The current, traditional agency model is stuck in the 1960s. And while some things fall under the, “If it ain’t broke, don’t fix it” mentality, clients want and need an upgrade or at the very least, a different approach and much stronger relationships. In AdAge’s Brands Increasingly Seek Indie Shops and Their ‘Nimble’ Models In the Pandemic, Sandy Greenberg, who once spent years at Interpublic Group of Cos.’ FCB before co-founding independent shop Terri & Sandy, said,“Indie agencies also say that they can turn work around faster because the founders are weighing in from the beginning on each account. When you hire Terri & Sandy, you get Terri and Sandy,” says Greenberg, whose agency is poised to grow 30% this year. “That really matters. In these troubled waters, clients want people they know and trust. Big agencies [will say clients are getting top leadership], but we came from big agencies and it’s just simply not true. Unless you are the biggest account, you’re not getting the people running the agency on your business. That business is delegated down.”

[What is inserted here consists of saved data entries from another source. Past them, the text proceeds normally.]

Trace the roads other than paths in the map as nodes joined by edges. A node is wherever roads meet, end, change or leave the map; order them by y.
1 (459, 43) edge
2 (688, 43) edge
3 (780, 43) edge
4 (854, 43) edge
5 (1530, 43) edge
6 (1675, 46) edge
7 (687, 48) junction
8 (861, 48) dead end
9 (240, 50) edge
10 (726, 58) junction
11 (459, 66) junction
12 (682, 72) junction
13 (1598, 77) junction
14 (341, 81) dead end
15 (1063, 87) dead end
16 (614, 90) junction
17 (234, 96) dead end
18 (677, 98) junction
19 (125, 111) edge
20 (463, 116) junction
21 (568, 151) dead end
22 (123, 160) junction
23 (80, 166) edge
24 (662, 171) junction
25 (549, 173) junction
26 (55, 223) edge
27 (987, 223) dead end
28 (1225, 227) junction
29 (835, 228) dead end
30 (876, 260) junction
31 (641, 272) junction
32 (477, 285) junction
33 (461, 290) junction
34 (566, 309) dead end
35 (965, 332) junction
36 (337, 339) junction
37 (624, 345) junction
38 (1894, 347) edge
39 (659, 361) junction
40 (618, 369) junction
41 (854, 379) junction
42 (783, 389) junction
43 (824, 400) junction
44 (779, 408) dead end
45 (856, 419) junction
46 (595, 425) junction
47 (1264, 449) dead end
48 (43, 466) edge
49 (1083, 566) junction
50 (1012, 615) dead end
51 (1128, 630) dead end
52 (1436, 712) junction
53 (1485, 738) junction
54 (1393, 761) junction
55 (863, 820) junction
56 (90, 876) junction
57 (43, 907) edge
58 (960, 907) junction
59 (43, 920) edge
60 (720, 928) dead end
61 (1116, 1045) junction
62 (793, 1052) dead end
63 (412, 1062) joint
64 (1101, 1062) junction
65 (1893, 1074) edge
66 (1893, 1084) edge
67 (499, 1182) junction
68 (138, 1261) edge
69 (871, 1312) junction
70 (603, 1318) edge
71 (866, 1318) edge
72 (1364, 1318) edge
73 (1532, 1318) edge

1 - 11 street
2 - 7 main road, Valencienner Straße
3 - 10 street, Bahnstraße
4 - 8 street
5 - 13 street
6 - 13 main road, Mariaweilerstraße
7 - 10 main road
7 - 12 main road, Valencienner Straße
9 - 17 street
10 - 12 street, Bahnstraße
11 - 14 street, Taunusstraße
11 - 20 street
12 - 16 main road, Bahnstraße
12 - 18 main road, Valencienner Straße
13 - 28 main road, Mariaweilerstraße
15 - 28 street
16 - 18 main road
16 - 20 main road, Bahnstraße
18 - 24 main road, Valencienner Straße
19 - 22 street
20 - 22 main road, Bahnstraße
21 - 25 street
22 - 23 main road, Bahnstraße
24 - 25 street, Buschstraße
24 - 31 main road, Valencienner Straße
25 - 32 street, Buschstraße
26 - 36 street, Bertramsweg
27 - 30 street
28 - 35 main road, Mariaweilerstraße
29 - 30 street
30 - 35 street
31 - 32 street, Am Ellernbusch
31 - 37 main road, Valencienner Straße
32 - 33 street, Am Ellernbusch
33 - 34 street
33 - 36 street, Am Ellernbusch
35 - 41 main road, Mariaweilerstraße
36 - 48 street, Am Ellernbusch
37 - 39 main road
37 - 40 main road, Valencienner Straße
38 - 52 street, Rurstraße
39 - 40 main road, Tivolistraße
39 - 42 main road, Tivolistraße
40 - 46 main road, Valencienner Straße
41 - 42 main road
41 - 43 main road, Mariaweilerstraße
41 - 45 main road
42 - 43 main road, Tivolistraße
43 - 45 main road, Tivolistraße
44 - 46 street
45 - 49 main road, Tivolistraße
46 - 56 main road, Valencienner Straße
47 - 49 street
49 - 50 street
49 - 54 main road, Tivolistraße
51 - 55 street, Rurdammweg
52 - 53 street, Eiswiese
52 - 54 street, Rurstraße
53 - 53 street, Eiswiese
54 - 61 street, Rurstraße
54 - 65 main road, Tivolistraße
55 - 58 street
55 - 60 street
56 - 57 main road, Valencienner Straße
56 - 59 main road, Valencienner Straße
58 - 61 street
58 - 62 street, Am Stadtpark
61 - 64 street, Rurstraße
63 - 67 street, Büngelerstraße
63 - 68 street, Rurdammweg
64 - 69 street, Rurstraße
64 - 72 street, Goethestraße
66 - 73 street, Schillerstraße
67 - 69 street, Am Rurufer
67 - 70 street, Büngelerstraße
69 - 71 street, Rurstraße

At GTO, we may be on the smaller side, but we have partnered with BIG brands. One, in particular being luxury beauty brand Obagi. In a pre-digital world, Obagi set the standard with its partnership distribution model. But, throughout the 2010s, that same model exposed the company to risk due to new or different regulations around online distribution; people could order products which previously necessitated professional consultation. This really put the pressure on. Yet, Obagi did have a brand mystique. With over 30 years of patient satisfaction and no adverse events, the company had earned high-end market leadership.

Alongside Clinical and Medical, GTO inherited a website from Obagi. This was a brand channel that strategically declined to promote purchasing. In 2018, it still constituted the largest revenue stream. Putting many minds together and wearing all our hats, GTO planned to update Obagi.com to a Clinical microsite. Each Clinical cosmeceutical would be marketed with unique product description pages which then link to a third-party site for transaction processing. 

Obagi did not need a brand change to appeal to modern consumers. The company has always stayed true to themselves and their unique consumers. GTO collaborated closely with the Obagi PR team to frame values messaging. GTO pitched SEPHORA integration. The insight was that, by duplicating e-commerce ownership with a partner who aligned on price and premium appeal, Obagi could augment visibility while enhancing convenience.

Finally, physician locators presented a eureka moment. GTO discovered that a mini-locator was the most trafficked element on the inherited site, and studied novel uses that visitors had for it, from re-selling to networking. The locator became one-click away, globally, and obtained the ability to book physician consultations directly. This increased business for everyone, and bettered the existing relationships between Obagi and skin care professionals.

Obagi.com went live after a 6-month build. Early results were a smashing success, with the site generating six figures in its first month of operation. Traffic has grown consistently since then, and Obagi.com is well on its way to exceeding its KPI revenue target for the fiscal year ending in 2021. Today, Obagi has decided to continuously run media campaigns around specific events and products. The digital platform that GTO executed empowers Obagi to manage many aspects of those campaigns on their own, and the company intends to make full use of that ability. 

At the end of the day, it proves that independent agencies have the ability to do all the things holding companies and their many branches of agencies can do and then some (and without the worry of Wall Street weighing over them). And if that agency happens to be GTO, the partnership, work, and outcome will just be better. Believe it.